You have one direction nearly finished:

The Jacobi identity says that $[u,[v,w]]+[v,[w,u]]+[w,[u,v]]=0$ thus $[u,[v,w]]=-[w,[u,v]]-[v,[w,u]]$. By skew-symmetry and linearity, $[u,[v,w]]=[[u,v],w]+[v,-[w,u]]$ then skew symmetry again $[u,[v,w]]=[[u,v],w]+[v,[u,w]]$. This is the derivation form of the Jacobi identity (which is usually more useful when proving things or thinking about properties). Notice this looks like the product rule for derivatives: $\frac{d}{dx}\left[vw\right] = \frac{dv}{dx}w+v\frac{dw}{dx}$.

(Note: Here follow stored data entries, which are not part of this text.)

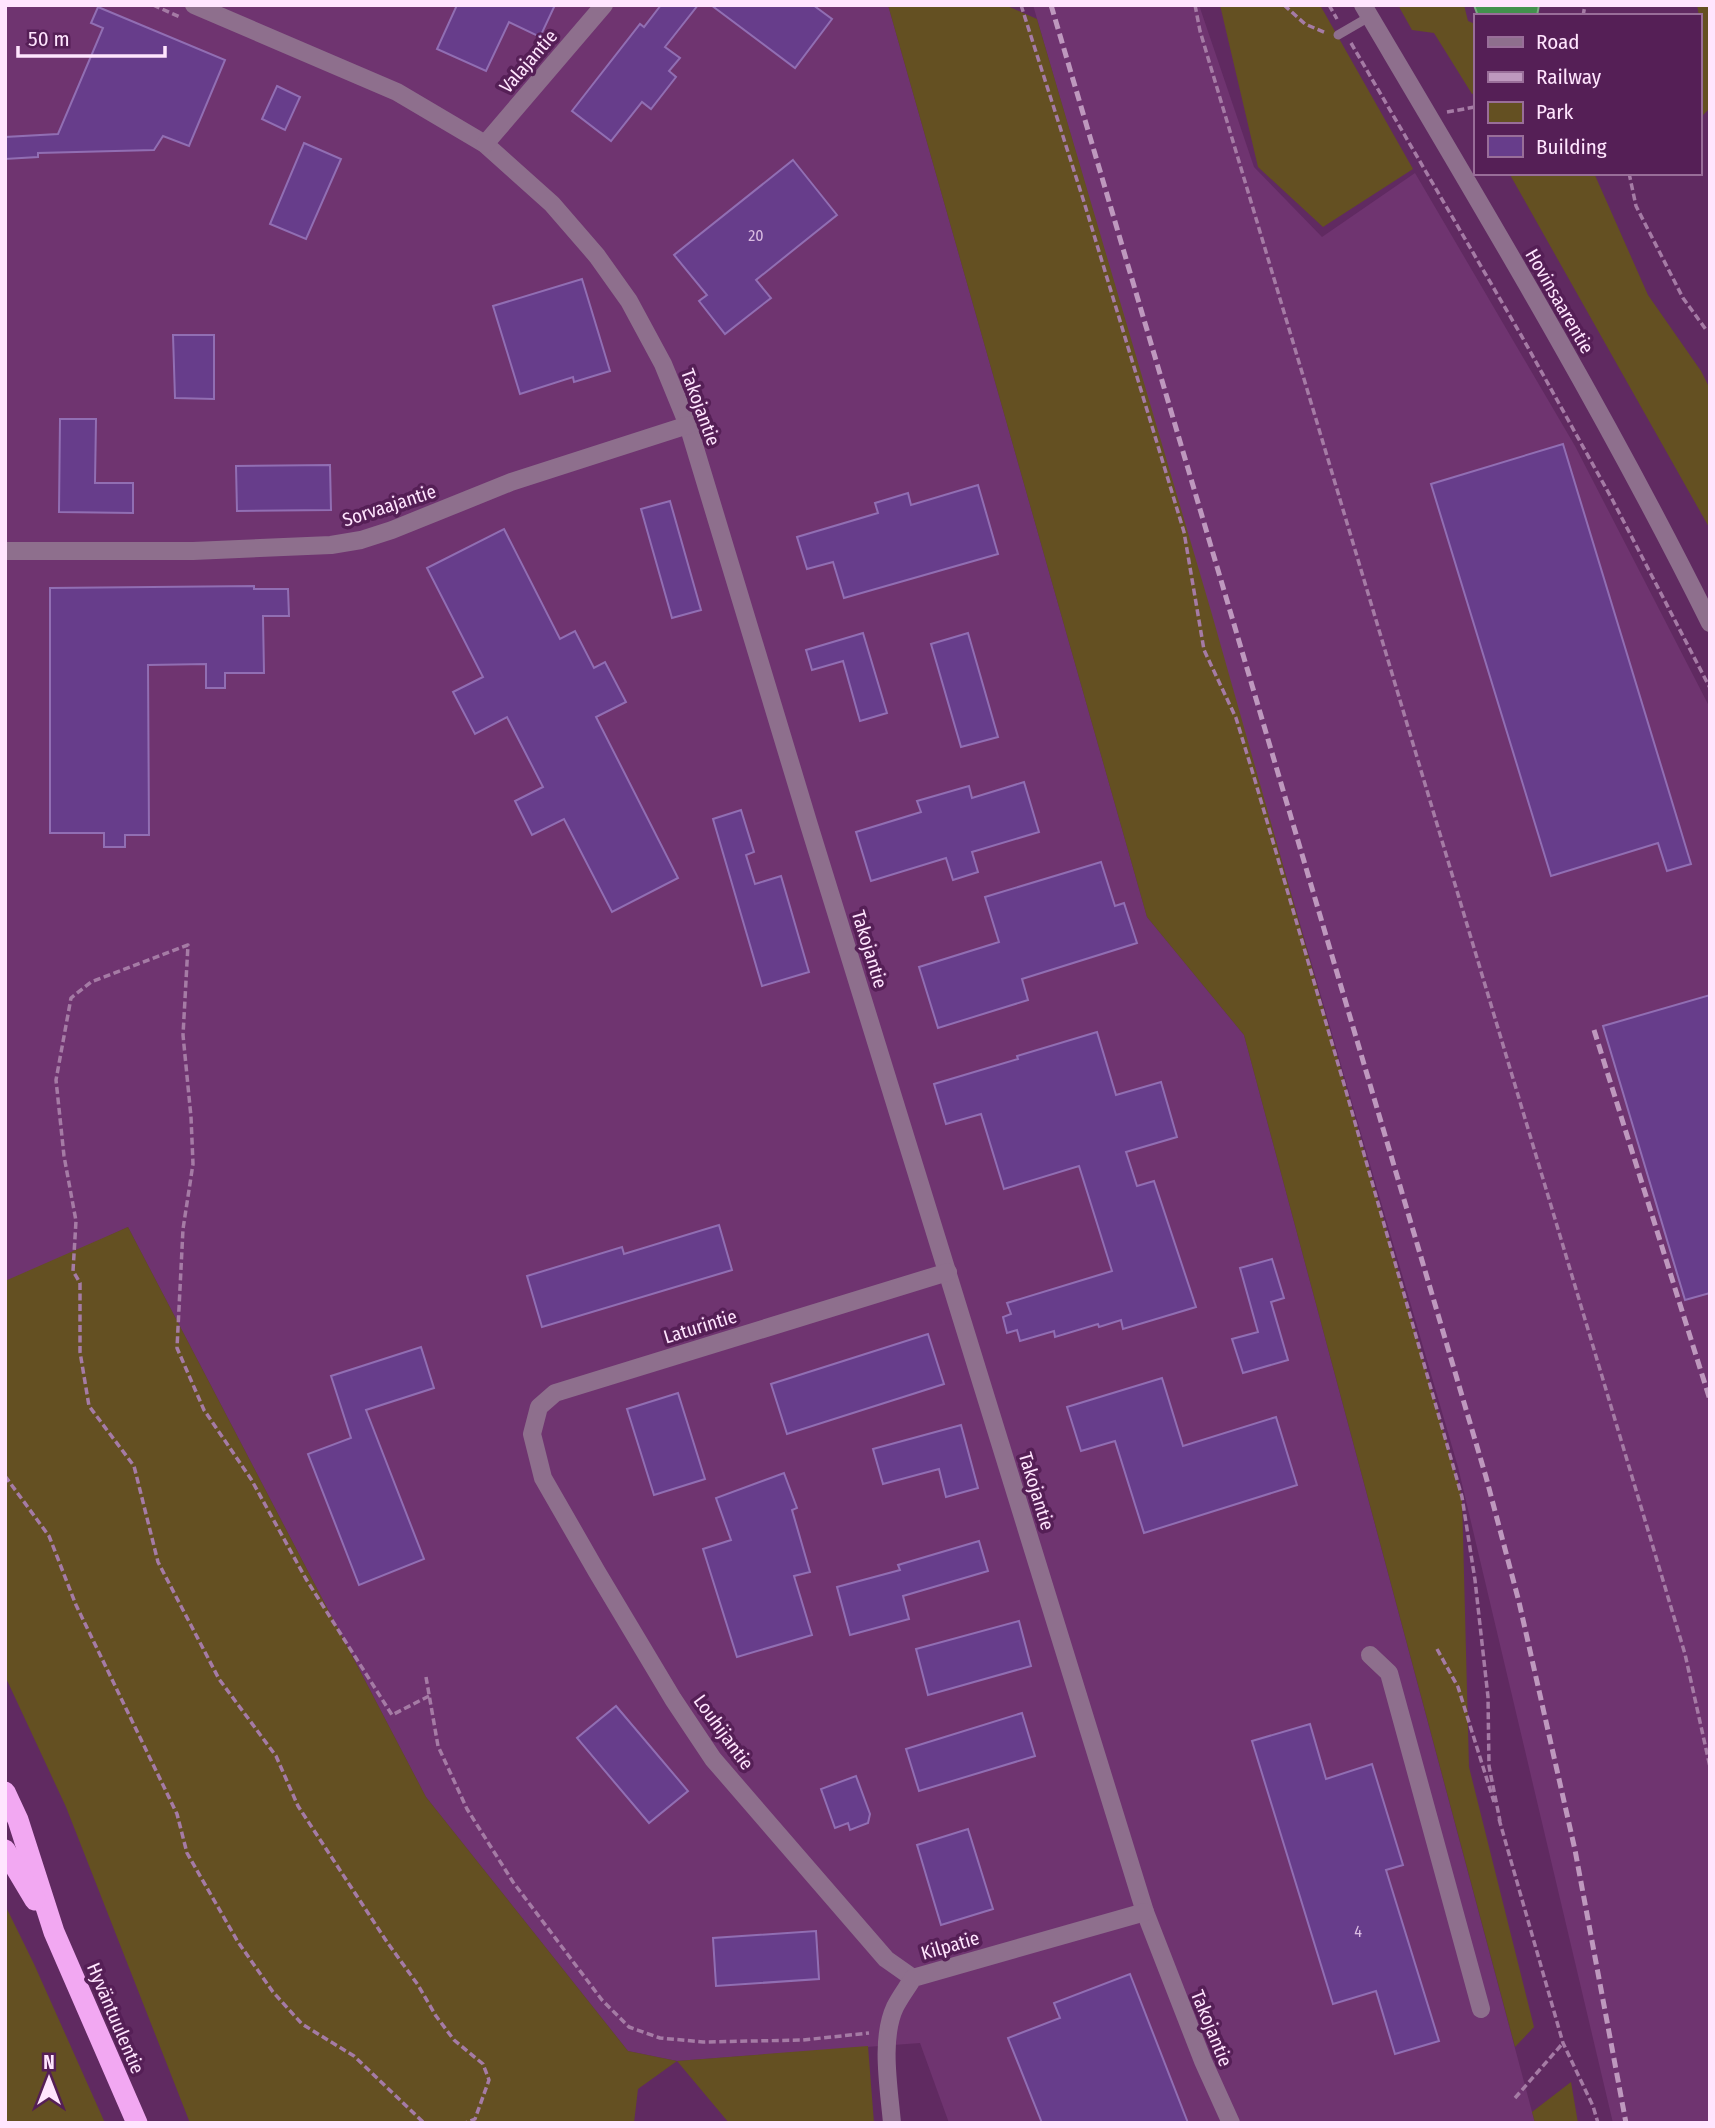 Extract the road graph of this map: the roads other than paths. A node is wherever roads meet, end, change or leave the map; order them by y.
1 (604, 5) edge
2 (1366, 11) edge
3 (191, 13) edge
4 (1341, 33) road end
5 (485, 144) junction
6 (688, 425) junction
7 (5, 551) edge
8 (1710, 623) edge
9 (948, 1272) junction
10 (544, 1479) joint
11 (1370, 1655) dead end
12 (5, 1792) edge
13 (5, 1850) edge
14 (1145, 1912) junction
15 (54, 1932) junction
16 (913, 1978) junction
17 (1481, 2009) dead end
18 (137, 2123) edge
19 (892, 2123) edge
20 (1231, 2123) edge

1 - 5 street, Valajantie
2 - 4 lane
2 - 8 street, Hovinsaarentie
3 - 5 street, Takojantie
5 - 6 street, Takojantie
6 - 7 street, Sorvaajantie
6 - 9 street, Takojantie
9 - 10 street, Laturintie
9 - 14 street, Takojantie
10 - 16 street, Louhijantie
11 - 17 street
12 - 15 highway, Hyväntuulentie
13 - 15 highway, Hyväntuulentie
14 - 16 street, Kilpatie
14 - 20 street, Takojantie
15 - 18 highway, Hyväntuulentie
16 - 19 street, Kilpatie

Now your proposition follows since $[u,w]$ is in the derived subalgebra and thus also the center, $[v,[u,w]]=0$. Therefore, $[u,[v,w]]=[[u,v],w]$. Thus $\mathfrak{g}$ is associative.

For the other direction, suppose that $\mathfrak{g}$ is associative. Let $\sum\limits_{i=1}^n [a_i,b_i] \in \mathfrak{g}^{(1)}$. Then for $v\in\mathfrak{g}$,

By linearity and the derivation form of the Jacobi identity, $$ \left[v,\sum\limits_{i=1}^n [a_i,b_i]\right] = \sum\limits_{i=1}^n [v,[a_i,b_i]] = \sum\limits_{i=1}^n \left([[v,a_i],b_i]+[a_i,[v,b_i]] \right)$$

Now use associativity, skew-symmetry, and linearity $$ = \sum\limits_{i=1}^n \left([[v,a_i],b_i]+[[a_i,v],b_i] \right) = \sum\limits_{i=1}^n \left([[v,a_i],b_i]+[-[v,a_i],b_i] \right) = \sum\limits_{i=1}^n \left([[v,a_i],b_i]-[[v,a_i],b_i] \right) = 0$$

Thus $\sum\limits_{i=1}^n [a_i,b_i] \in \mathfrak{z}(\mathfrak{g})$ (the center of $\mathfrak{g}$).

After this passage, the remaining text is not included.